## Action item
Each of the lines below must be retyped character for character.

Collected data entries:
■ ■ ■
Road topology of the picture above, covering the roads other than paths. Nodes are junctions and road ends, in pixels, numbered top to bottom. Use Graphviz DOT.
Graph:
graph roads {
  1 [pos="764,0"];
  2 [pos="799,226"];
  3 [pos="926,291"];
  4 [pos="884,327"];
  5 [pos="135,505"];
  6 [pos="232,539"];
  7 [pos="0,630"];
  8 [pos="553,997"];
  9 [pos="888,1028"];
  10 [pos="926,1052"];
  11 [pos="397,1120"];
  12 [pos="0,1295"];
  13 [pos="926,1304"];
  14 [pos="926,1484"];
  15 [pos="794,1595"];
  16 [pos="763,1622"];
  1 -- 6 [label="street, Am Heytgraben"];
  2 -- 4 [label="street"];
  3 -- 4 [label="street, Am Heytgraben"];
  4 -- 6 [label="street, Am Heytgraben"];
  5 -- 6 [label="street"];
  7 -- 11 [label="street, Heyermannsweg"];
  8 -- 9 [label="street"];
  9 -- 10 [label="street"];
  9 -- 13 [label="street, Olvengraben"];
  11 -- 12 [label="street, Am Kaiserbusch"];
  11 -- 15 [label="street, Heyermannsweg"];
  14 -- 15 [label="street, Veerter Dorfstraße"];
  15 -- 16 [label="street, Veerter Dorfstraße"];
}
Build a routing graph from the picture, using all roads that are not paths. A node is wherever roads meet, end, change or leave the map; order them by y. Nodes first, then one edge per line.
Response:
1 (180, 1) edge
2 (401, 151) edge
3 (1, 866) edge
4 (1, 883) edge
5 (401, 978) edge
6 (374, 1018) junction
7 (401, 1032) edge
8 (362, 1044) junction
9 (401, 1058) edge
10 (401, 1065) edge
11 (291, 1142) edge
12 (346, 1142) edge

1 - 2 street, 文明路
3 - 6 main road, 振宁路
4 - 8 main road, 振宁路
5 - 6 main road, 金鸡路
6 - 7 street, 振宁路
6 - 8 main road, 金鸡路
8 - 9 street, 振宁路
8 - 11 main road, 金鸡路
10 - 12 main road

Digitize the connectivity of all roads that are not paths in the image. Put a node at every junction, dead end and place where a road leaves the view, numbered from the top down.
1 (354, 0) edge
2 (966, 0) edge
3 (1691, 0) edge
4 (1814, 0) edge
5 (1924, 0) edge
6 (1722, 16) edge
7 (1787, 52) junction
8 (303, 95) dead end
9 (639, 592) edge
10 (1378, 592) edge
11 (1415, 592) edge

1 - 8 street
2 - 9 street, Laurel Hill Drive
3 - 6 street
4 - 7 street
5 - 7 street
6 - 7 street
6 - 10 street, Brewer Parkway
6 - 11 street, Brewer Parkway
■ ■ ■
## Solved exercise
Road topology of the picture above, covering the roads other than paths. Nodes are junctions and road ends, in pixels, numbered top to bottom. Use Graphviz DOT.
Graph:
graph roads {
  1 [pos="764,0"];
  2 [pos="799,226"];
  3 [pos="926,291"];
  4 [pos="884,327"];
  5 [pos="135,505"];
  6 [pos="232,539"];
  7 [pos="0,630"];
  8 [pos="553,997"];
  9 [pos="888,1028"];
  10 [pos="926,1052"];
  11 [pos="397,1120"];
  12 [pos="0,1295"];
  13 [pos="926,1304"];
  14 [pos="926,1484"];
  15 [pos="794,1595"];
  16 [pos="763,1622"];
  1 -- 6 [label="street, Am Heytgraben"];
  2 -- 4 [label="street"];
  3 -- 4 [label="street, Am Heytgraben"];
  4 -- 6 [label="street, Am Heytgraben"];
  5 -- 6 [label="street"];
  7 -- 11 [label="street, Heyermannsweg"];
  8 -- 9 [label="street"];
  9 -- 10 [label="street"];
  9 -- 13 [label="street, Olvengraben"];
  11 -- 12 [label="street, Am Kaiserbusch"];
  11 -- 15 [label="street, Heyermannsweg"];
  14 -- 15 [label="street, Veerter Dorfstraße"];
  15 -- 16 [label="street, Veerter Dorfstraße"];
}
Build a routing graph from the picture, using all roads that are not paths. A node is wherever roads meet, end, change or leave the map; order them by y. Nodes first, then one edge per line.
Response:
1 (180, 1) edge
2 (401, 151) edge
3 (1, 866) edge
4 (1, 883) edge
5 (401, 978) edge
6 (374, 1018) junction
7 (401, 1032) edge
8 (362, 1044) junction
9 (401, 1058) edge
10 (401, 1065) edge
11 (291, 1142) edge
12 (346, 1142) edge

1 - 2 street, 文明路
3 - 6 main road, 振宁路
4 - 8 main road, 振宁路
5 - 6 main road, 金鸡路
6 - 7 street, 振宁路
6 - 8 main road, 金鸡路
8 - 9 street, 振宁路
8 - 11 main road, 金鸡路
10 - 12 main road

Digitize the connectivity of all roads that are not paths in the image. Put a node at every junction, dead end and place where a road leaves the view, numbered from the top down.
1 (354, 0) edge
2 (966, 0) edge
3 (1691, 0) edge
4 (1814, 0) edge
5 (1924, 0) edge
6 (1722, 16) edge
7 (1787, 52) junction
8 (303, 95) dead end
9 (639, 592) edge
10 (1378, 592) edge
11 (1415, 592) edge

1 - 8 street
2 - 9 street, Laurel Hill Drive
3 - 6 street
4 - 7 street
5 - 7 street
6 - 7 street
6 - 10 street, Brewer Parkway
6 - 11 street, Brewer Parkway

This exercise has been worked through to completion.